DARING TO LOVE
Daring to Love explains why and how people often, without awareness, act contrary to their best interests by reacting against love. It also reveals how their habits of emotional self-defense interfere with their ability to give and receive love. When people are hurt or suffer psychological pain or trauma in growing up, they develop suspicious and distrustful, even fearful, attitudes about love and relationships. They attempt to protect themselves from getting hurt again by developing a series of defensive strategies. Daring to Love will help readers understand how these underlying defenses drive their actions, and it will offer a method for challenging them. By understanding defenses and developing the ability to challenge them, people will be able to overcome their psychological obstacles to love.
This book pushes the reader to take a hard look at their internal barriers to love and at their fear of getting free of them. All ten chapters include constructive suggestions for countering defenses. The first three chapters introduce fundamental information that lays the groundwork for the subjects covered later on. The next six chapters prompt the reader to examine their reactions when specific defenses are threatened by love. The last chapter offers some final advice that will help a person maintain a loving relationship going forward.

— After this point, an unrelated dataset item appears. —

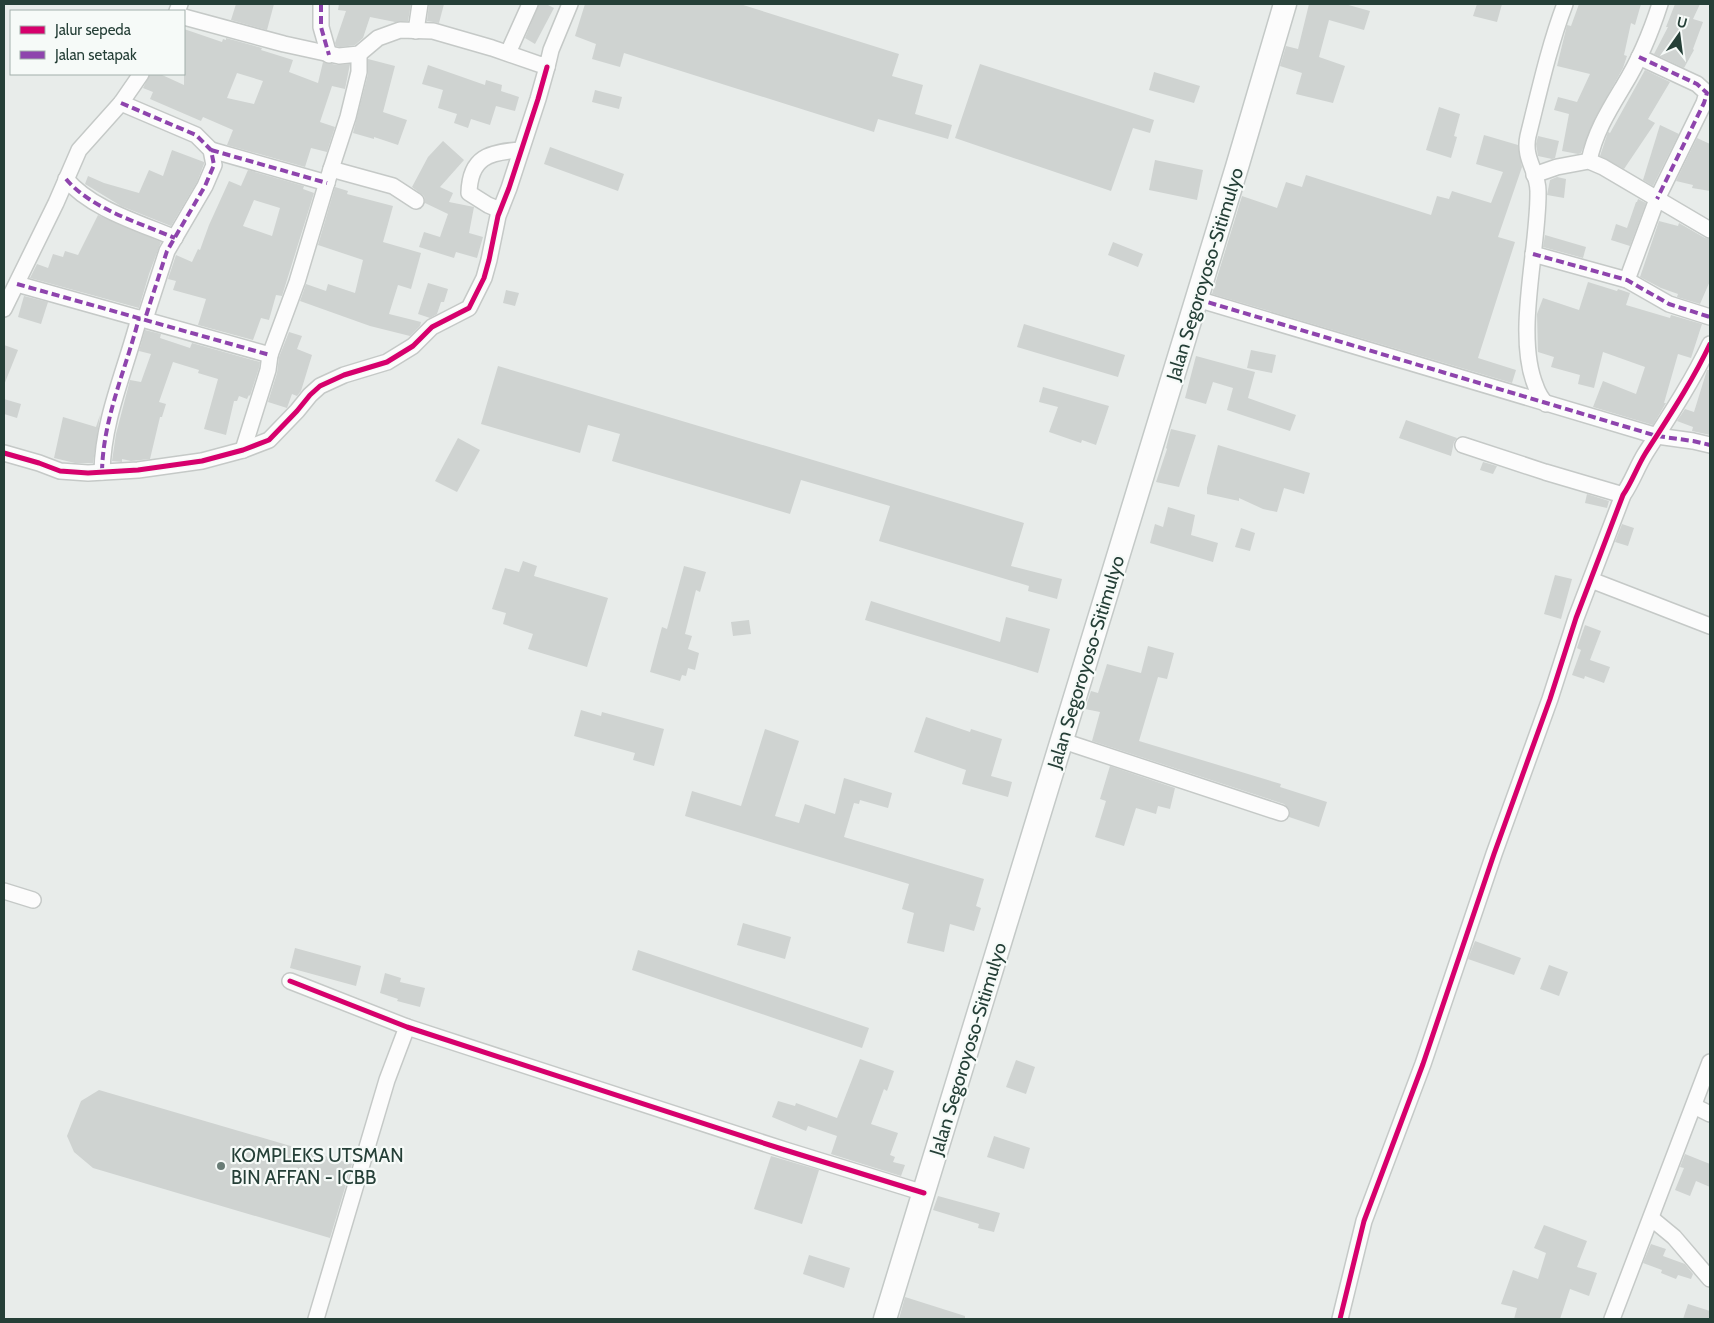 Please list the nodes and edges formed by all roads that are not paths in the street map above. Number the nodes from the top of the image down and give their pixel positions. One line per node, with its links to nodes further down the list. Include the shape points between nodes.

A major element of using this book is journaling. Every chapter includes journal exercises that enable the reader to take the provocative information they are learning and make it personal by applying it to themselves and their relationship. The exercises also show them how to identify the behavior that keeps them defended, and how to challenge the critical inner voice that supports that behavior. There are exercises that assist them in planning and taking action to confront their defenses and sustain their romantic relationship. Specific exercises support their vulnerability and their positive identity. Others help them recognize and resist the formation of a fantasy bond in their relationship. Still others show them how to deal with guilt, accept sadness, and maintain intimacy in spite of the possibility of loss and the reality of death. In other words, the journal exercises, through direct and straightforward questions and prompts that help them investigate how and why they push love away, will stimulate them to engage in a deep and demanding process of personal discovery.